6.28.2006

Sense catastrophe

Sometimes, one of four temp agencies with which I am listed will call me for a copyediting job at a big company, after my daytime work hours. Last night, I received a call for such a job. I left after my work at the satellite radio company to jump a train to a global communications firm in TriBeCa. Or was it SoHo? Anyway, after arriving at the global communications company, which turned out to be an Enormous Loft with Ceilings Up to There, decorated with white chi-chi chairs, white chi-chi curtains, chi-chi roofdeck facing my window, I was told to copyedit everything in British English. Fine. So while drinking my company-offered Nespresso coffee with actual Italian biscotti, I noticed this phenomenon:

Absense.

As in, Leave of Absense. Absense of copy. Absense of mind. Which appeared to be happening to me.

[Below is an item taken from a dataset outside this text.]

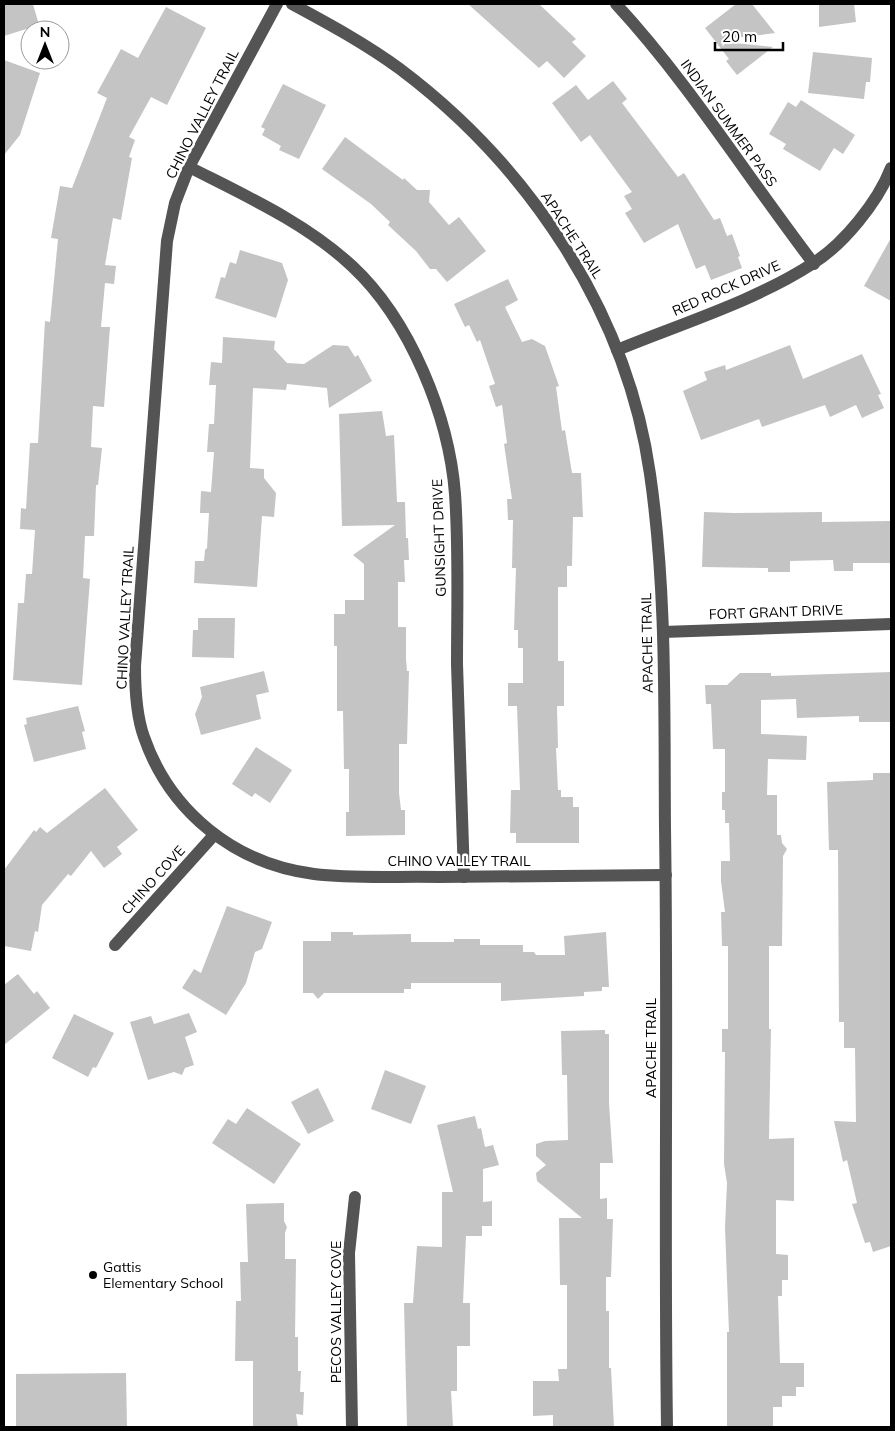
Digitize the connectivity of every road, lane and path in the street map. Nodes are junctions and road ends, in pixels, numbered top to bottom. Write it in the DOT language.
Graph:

This can't be possible. Absense? I Googled "Absense." And found this. And that. Okay, academics are using this word? Or do they use the same web administrator?

AM I LOSING MY MIND?

Fortunately, I found enough word snafus to justify correcting "absense" to "absence." As in, what you get if you are absent in Britain or the United States. Or Canada.

2 comments:

Becky said...

Ab sense indeed!

Just checked OUP's Canadian Oxford Dictionary to be sure, and as far as Canada is officially concerned, there ain't no such animal (as my fifth grade English teacher used to say) as "absense". More like Pimm's induced nonsense lol.

Do you get to copyedit and eat biscotti out on the roofdeck?

la Maitresse said...

Hah, hah, no, I sat at a desk, in front of a Mac *nearly on the roofdeck*!